### Task directions
Restate the whole of the data below word for word, skipping the images.

(Data to process)

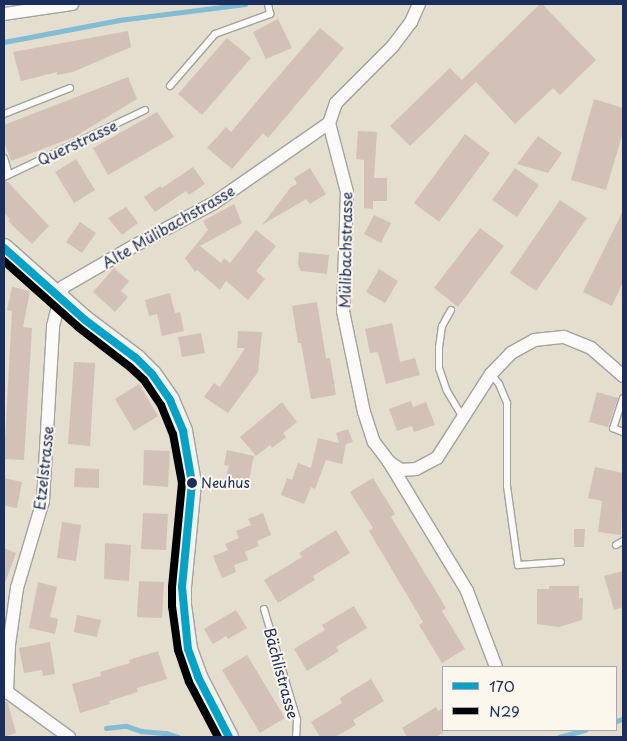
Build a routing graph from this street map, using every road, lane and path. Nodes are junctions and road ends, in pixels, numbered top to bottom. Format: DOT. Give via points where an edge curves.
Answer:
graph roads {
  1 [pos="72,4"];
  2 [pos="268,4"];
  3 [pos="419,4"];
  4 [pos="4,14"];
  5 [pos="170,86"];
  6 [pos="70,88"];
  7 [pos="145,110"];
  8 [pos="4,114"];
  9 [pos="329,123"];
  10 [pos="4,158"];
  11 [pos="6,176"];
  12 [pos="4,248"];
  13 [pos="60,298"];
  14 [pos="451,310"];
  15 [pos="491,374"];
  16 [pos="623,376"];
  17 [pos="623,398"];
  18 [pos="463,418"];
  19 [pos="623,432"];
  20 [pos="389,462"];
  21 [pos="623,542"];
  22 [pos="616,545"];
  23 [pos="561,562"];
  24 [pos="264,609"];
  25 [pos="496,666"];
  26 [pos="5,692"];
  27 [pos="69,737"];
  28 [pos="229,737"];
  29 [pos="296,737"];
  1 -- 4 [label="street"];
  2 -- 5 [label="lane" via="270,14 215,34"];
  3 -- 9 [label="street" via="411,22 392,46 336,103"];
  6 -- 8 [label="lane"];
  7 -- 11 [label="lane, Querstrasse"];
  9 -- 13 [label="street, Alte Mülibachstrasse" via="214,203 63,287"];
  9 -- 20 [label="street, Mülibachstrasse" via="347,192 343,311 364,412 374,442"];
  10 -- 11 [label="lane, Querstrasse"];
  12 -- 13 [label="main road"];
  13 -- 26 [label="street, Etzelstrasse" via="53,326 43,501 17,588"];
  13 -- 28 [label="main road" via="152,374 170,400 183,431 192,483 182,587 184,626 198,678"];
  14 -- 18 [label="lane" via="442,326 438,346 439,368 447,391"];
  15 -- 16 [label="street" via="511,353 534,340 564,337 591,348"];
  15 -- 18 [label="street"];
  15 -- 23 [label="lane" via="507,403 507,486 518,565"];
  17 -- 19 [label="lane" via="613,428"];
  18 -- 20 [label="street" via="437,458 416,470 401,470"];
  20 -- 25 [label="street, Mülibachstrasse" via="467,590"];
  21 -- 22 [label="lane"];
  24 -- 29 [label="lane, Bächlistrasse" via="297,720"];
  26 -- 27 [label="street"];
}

(End Data to process)

### Exercise output
Build a routing graph from this street map, using every road, lane and path. Nodes are junctions and road ends, in pixels, numbered top to bottom. Format: DOT. Give via points where an edge curves.
Answer:
graph roads {
  1 [pos="72,4"];
  2 [pos="268,4"];
  3 [pos="419,4"];
  4 [pos="4,14"];
  5 [pos="170,86"];
  6 [pos="70,88"];
  7 [pos="145,110"];
  8 [pos="4,114"];
  9 [pos="329,123"];
  10 [pos="4,158"];
  11 [pos="6,176"];
  12 [pos="4,248"];
  13 [pos="60,298"];
  14 [pos="451,310"];
  15 [pos="491,374"];
  16 [pos="623,376"];
  17 [pos="623,398"];
  18 [pos="463,418"];
  19 [pos="623,432"];
  20 [pos="389,462"];
  21 [pos="623,542"];
  22 [pos="616,545"];
  23 [pos="561,562"];
  24 [pos="264,609"];
  25 [pos="496,666"];
  26 [pos="5,692"];
  27 [pos="69,737"];
  28 [pos="229,737"];
  29 [pos="296,737"];
  1 -- 4 [label="street"];
  2 -- 5 [label="lane" via="270,14 215,34"];
  3 -- 9 [label="street" via="411,22 392,46 336,103"];
  6 -- 8 [label="lane"];
  7 -- 11 [label="lane, Querstrasse"];
  9 -- 13 [label="street, Alte Mülibachstrasse" via="214,203 63,287"];
  9 -- 20 [label="street, Mülibachstrasse" via="347,192 343,311 364,412 374,442"];
  10 -- 11 [label="lane, Querstrasse"];
  12 -- 13 [label="main road"];
  13 -- 26 [label="street, Etzelstrasse" via="53,326 43,501 17,588"];
  13 -- 28 [label="main road" via="152,374 170,400 183,431 192,483 182,587 184,626 198,678"];
  14 -- 18 [label="lane" via="442,326 438,346 439,368 447,391"];
  15 -- 16 [label="street" via="511,353 534,340 564,337 591,348"];
  15 -- 18 [label="street"];
  15 -- 23 [label="lane" via="507,403 507,486 518,565"];
  17 -- 19 [label="lane" via="613,428"];
  18 -- 20 [label="street" via="437,458 416,470 401,470"];
  20 -- 25 [label="street, Mülibachstrasse" via="467,590"];
  21 -- 22 [label="lane"];
  24 -- 29 [label="lane, Bächlistrasse" via="297,720"];
  26 -- 27 [label="street"];
}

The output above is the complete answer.